◆ Entries provided

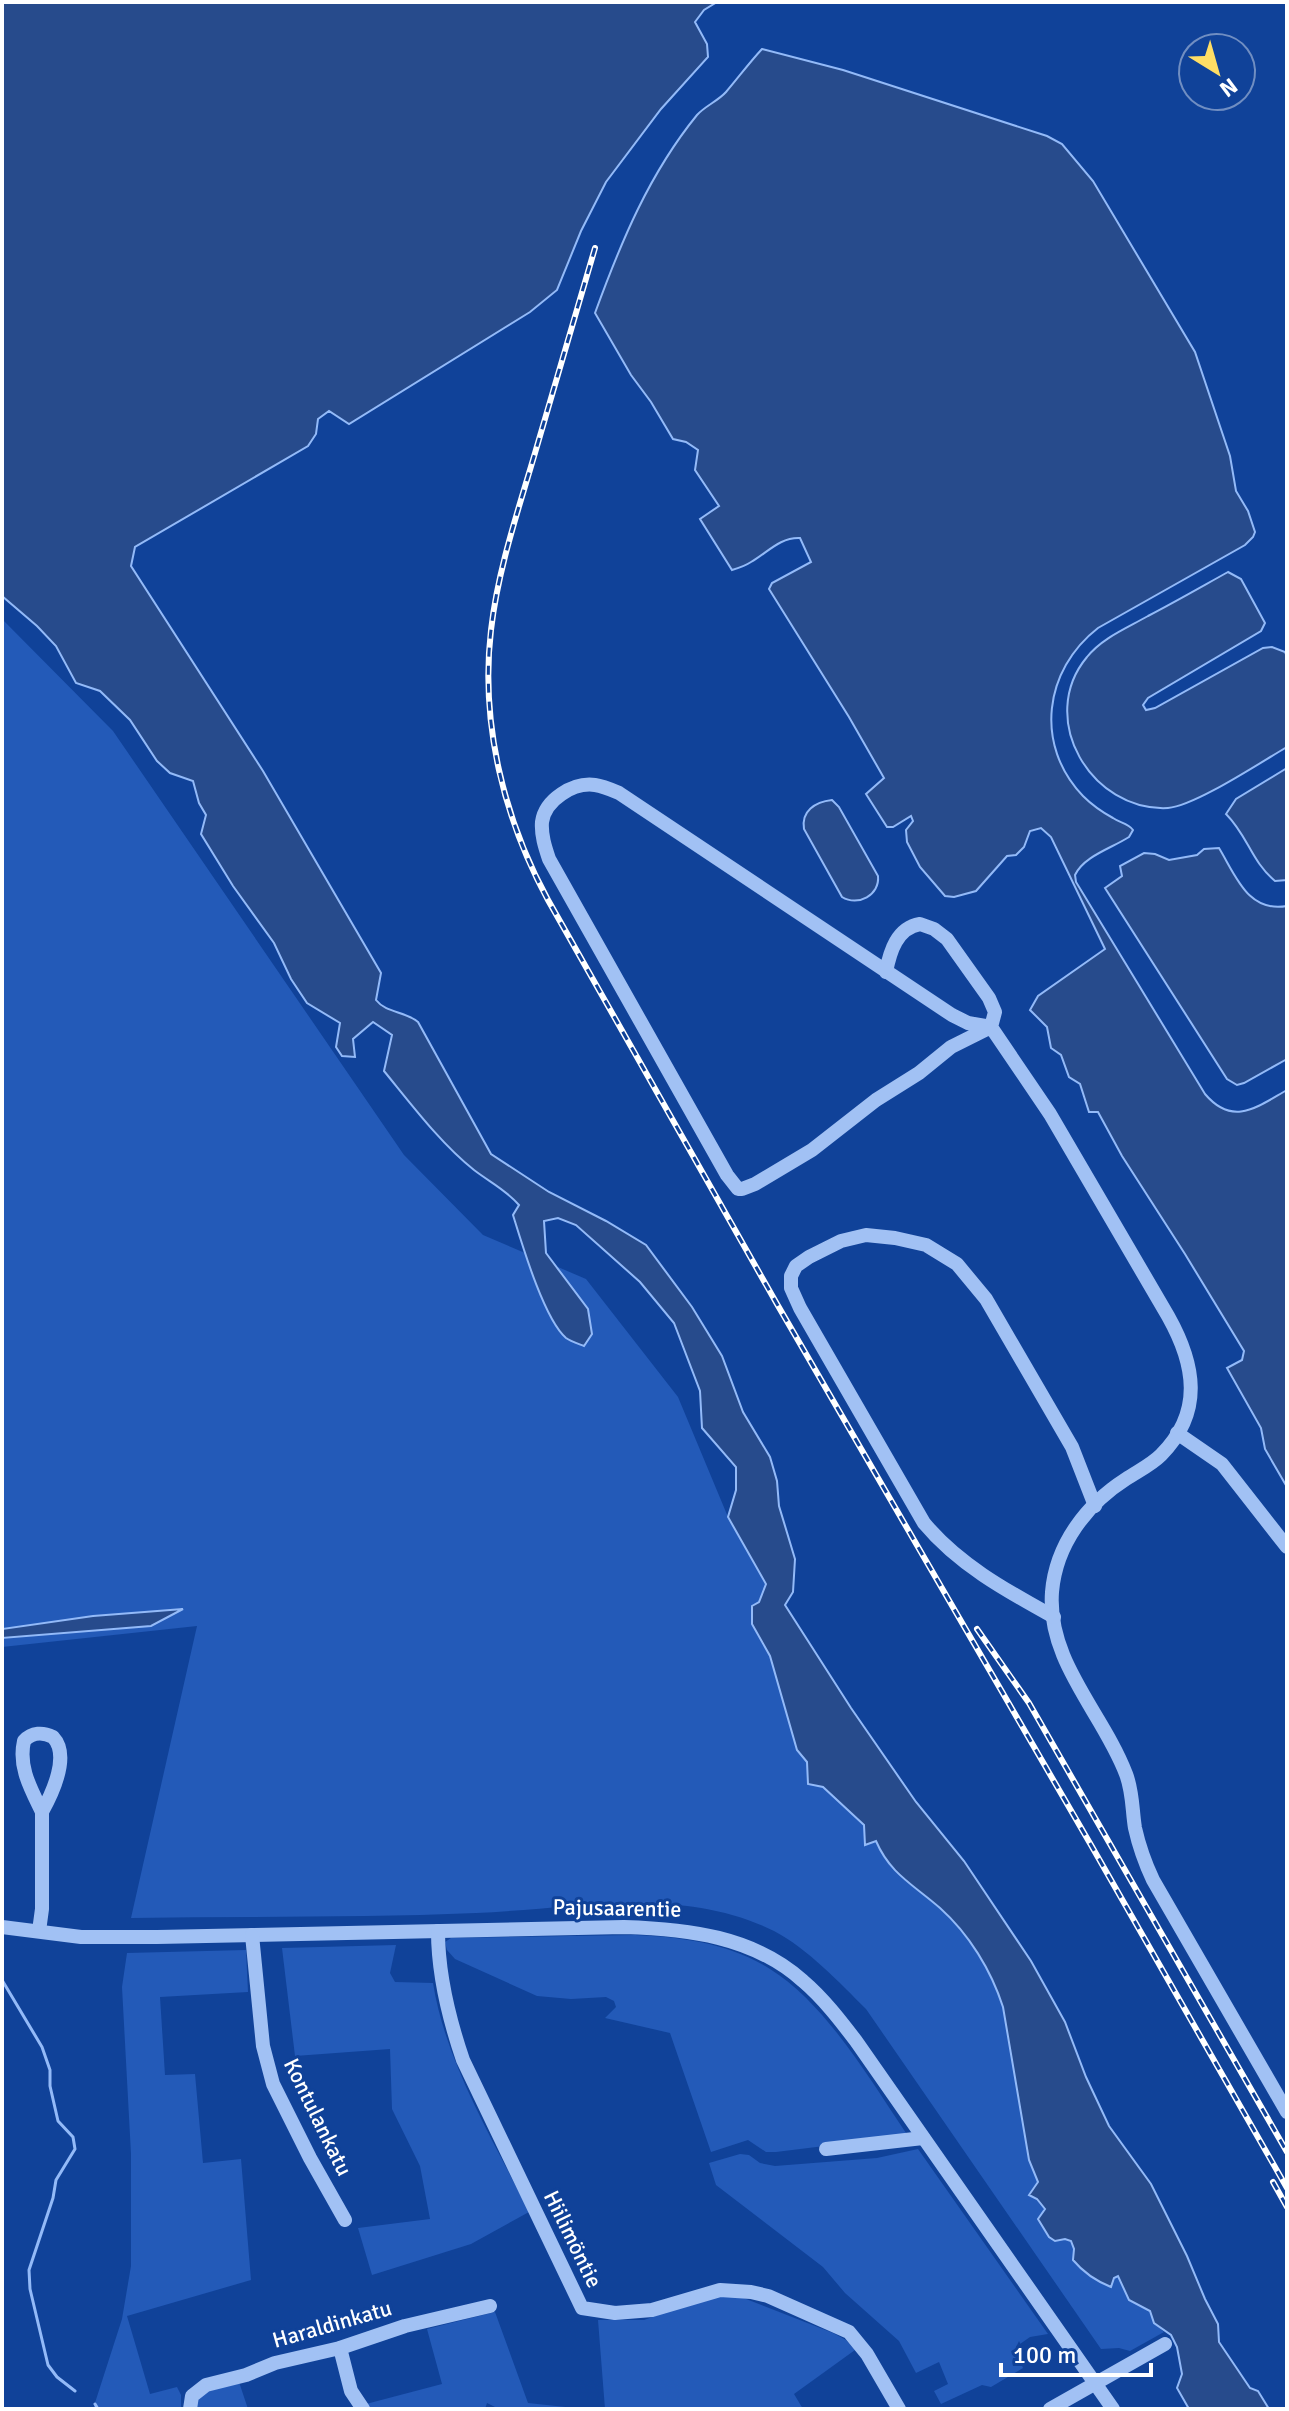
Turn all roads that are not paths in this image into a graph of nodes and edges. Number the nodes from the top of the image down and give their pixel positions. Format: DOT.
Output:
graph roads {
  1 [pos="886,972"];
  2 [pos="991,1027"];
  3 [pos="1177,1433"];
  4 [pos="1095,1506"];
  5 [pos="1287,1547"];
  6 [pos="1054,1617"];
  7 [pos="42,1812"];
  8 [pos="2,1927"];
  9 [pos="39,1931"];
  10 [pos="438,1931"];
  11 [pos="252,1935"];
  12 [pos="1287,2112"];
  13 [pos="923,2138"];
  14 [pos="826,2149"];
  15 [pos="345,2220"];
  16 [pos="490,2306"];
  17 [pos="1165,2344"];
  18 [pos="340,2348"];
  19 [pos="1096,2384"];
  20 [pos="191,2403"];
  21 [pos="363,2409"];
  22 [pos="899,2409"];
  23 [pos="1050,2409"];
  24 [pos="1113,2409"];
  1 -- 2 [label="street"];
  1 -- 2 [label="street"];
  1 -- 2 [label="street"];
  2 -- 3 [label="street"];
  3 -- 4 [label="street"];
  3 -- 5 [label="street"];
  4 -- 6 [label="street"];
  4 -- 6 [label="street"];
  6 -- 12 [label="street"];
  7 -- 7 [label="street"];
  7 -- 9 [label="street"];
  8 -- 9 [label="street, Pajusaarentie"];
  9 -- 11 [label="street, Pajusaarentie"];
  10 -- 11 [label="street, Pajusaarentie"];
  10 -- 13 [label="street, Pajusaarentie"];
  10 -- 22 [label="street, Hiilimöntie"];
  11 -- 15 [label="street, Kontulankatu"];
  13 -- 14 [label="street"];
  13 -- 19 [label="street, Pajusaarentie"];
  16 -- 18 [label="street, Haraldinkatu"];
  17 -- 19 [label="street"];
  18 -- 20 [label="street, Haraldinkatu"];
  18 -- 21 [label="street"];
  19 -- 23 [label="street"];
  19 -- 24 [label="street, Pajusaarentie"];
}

◆ Exercise directions
The records above are to be restated word for word, with every picture left out.

◆ Answer section
Turn all roads that are not paths in this image into a graph of nodes and edges. Number the nodes from the top of the image down and give their pixel positions. Format: DOT.
Output:
graph roads {
  1 [pos="886,972"];
  2 [pos="991,1027"];
  3 [pos="1177,1433"];
  4 [pos="1095,1506"];
  5 [pos="1287,1547"];
  6 [pos="1054,1617"];
  7 [pos="42,1812"];
  8 [pos="2,1927"];
  9 [pos="39,1931"];
  10 [pos="438,1931"];
  11 [pos="252,1935"];
  12 [pos="1287,2112"];
  13 [pos="923,2138"];
  14 [pos="826,2149"];
  15 [pos="345,2220"];
  16 [pos="490,2306"];
  17 [pos="1165,2344"];
  18 [pos="340,2348"];
  19 [pos="1096,2384"];
  20 [pos="191,2403"];
  21 [pos="363,2409"];
  22 [pos="899,2409"];
  23 [pos="1050,2409"];
  24 [pos="1113,2409"];
  1 -- 2 [label="street"];
  1 -- 2 [label="street"];
  1 -- 2 [label="street"];
  2 -- 3 [label="street"];
  3 -- 4 [label="street"];
  3 -- 5 [label="street"];
  4 -- 6 [label="street"];
  4 -- 6 [label="street"];
  6 -- 12 [label="street"];
  7 -- 7 [label="street"];
  7 -- 9 [label="street"];
  8 -- 9 [label="street, Pajusaarentie"];
  9 -- 11 [label="street, Pajusaarentie"];
  10 -- 11 [label="street, Pajusaarentie"];
  10 -- 13 [label="street, Pajusaarentie"];
  10 -- 22 [label="street, Hiilimöntie"];
  11 -- 15 [label="street, Kontulankatu"];
  13 -- 14 [label="street"];
  13 -- 19 [label="street, Pajusaarentie"];
  16 -- 18 [label="street, Haraldinkatu"];
  17 -- 19 [label="street"];
  18 -- 20 [label="street, Haraldinkatu"];
  18 -- 21 [label="street"];
  19 -- 23 [label="street"];
  19 -- 24 [label="street, Pajusaarentie"];
}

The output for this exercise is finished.